My fifth grade teacher couldn’t even pretend to like me. Or perhaps she could have pretended, but decided not to, thinking that I wasn’t worthy of any artifice on her part. She wasn’t a very nice woman. I’m sure she’s making some poor man’s golden years a veritable hell in an assisted living facility in Southern California. In those yellow Fall days in the late 60s, she was my boogie for six hours a day, five days a week. I have to cut her some slack, though, and admit that there wasn’t anything necessarily likable about me at that age. I was a homely girl with stringy hair, a gap between my front teeth, and only two school outfits that I interchanged on a rotating basis. Sometimes one of those outfits would be dirty and I’d have to choose whether to wear soiled clothes or appear daily in the cleaner outfit until one of the adults at home got around to doing laundry.
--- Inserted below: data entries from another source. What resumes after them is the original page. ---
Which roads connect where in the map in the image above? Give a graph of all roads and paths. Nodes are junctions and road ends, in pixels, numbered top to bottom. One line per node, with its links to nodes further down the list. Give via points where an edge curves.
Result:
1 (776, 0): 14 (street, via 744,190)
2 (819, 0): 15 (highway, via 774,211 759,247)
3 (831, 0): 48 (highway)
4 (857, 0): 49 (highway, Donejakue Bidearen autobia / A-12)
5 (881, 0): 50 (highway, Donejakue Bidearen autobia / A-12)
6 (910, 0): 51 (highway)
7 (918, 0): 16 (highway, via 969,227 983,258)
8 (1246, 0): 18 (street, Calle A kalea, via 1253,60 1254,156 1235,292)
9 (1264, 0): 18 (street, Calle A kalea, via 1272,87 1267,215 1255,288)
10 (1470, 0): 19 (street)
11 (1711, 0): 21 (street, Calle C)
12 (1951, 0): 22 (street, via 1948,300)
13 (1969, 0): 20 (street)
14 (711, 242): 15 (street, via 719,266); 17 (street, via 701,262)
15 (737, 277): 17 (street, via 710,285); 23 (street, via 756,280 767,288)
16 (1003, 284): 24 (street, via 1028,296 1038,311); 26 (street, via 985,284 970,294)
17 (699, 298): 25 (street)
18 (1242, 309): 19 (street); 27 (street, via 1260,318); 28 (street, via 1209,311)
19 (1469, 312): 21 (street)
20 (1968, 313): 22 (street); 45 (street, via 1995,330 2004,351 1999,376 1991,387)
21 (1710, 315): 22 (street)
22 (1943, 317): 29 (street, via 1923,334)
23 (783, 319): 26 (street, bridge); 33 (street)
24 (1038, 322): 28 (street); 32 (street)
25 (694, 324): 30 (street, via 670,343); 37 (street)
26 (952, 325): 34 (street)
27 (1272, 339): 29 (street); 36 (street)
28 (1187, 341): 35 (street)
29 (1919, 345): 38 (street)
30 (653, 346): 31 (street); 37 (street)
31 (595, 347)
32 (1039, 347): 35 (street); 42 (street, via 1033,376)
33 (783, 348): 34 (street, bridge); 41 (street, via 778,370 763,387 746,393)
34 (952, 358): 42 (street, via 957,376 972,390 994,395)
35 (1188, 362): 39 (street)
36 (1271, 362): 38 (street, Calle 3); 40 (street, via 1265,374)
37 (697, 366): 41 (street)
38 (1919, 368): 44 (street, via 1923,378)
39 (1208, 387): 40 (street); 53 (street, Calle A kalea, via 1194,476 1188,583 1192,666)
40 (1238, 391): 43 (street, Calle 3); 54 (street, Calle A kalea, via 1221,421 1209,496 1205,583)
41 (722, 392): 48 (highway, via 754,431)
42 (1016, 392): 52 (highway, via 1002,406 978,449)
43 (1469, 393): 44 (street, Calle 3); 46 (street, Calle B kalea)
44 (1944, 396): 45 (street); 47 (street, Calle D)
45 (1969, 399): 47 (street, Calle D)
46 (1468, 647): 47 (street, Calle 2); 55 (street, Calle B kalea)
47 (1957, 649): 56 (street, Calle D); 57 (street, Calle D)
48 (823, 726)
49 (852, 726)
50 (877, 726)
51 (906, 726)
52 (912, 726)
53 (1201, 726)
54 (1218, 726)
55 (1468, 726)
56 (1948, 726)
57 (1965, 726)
Anyway, I remember that first short story assignment, mostly because of the chastisement it earned me. I let it go until the last minute, hurriedly scribbling it out the night before it was due. I always let my homework go until the last minute back then. That’s what kids who hate going to school do. When I was called on to read my story out loud the next day, I was more concerned with whether anyone would notice that my knee socks didn’t match (they were both white, but had different patterns of knit) than what kind of grade I’d receive on the assignment.
The story was about a young girl (me in a prettier, braver, and certainly not unnaturally tall package, of course) whose parents (mine in a sober, attentive package) take her to London on holiday. She spies a glass unicorn in a gift shop at the same time another girl her age (prettier, of course, and with much more sober parents). A physical altercation ensues; my heroine ends up pushing the other girl into the glass display case and comes away the winner on all counts.
About halfway through my reading, I noticed titters from my classmates. Some of them were actually starting to pay attention. By the end of the story, every shove my heroine delivered to her spoiled rival earned cheers from the class. When I finished reading, the class erupted into loud applause. Except for the teacher, everyone enjoyed it immensely. She stood up and gestured for silence, then castigated me on the level of violence in my story, saying that it was “completely inappropriate for a ten-year-old girl”. I thought the lecture would never end. On and on she went, holding my story up to the others as an example of what she would not tolerate in her class and pointing me out for the potential failure of a human being that she no doubt believed I was destined to become.
The recess bell saved me. I went out to the tether ball courts as usual, hoping to find someone who didn’t mind playing with a girl who loomed at least a foot taller than they, but that day I was surrounded by my classmates. Even the boys looked up to me as some sort of hero. My story had touched a nerve. I’d written about the anger so many children feel at an age when our feelings were disregarded and we were instructed to keep our mouths shut. There was no Prozac for kids in those days; we had to suck it up, baby, and so we did just that, and a few of us wrote stories about it.
I spoke out that day behind the facade of fiction. I see writers do that same thing all the time. Stephen King especially comes to mind. I have no doubt that alcoholism and cancer have reared their ugly heads in his life; those two diseases are as monstrously pervasive in his fiction as vampires, serial killers and megalomaniacs. Is that what we’re doing, then? Are we all surreptitiously trying to air our sorrows, torn between the hope that no one will notice and the burning desire that finally someone will understand – that someone will hold us in the form of our words to their figurative heart and whisper, “shhhhhhhh, hush now, it’ll be okay”?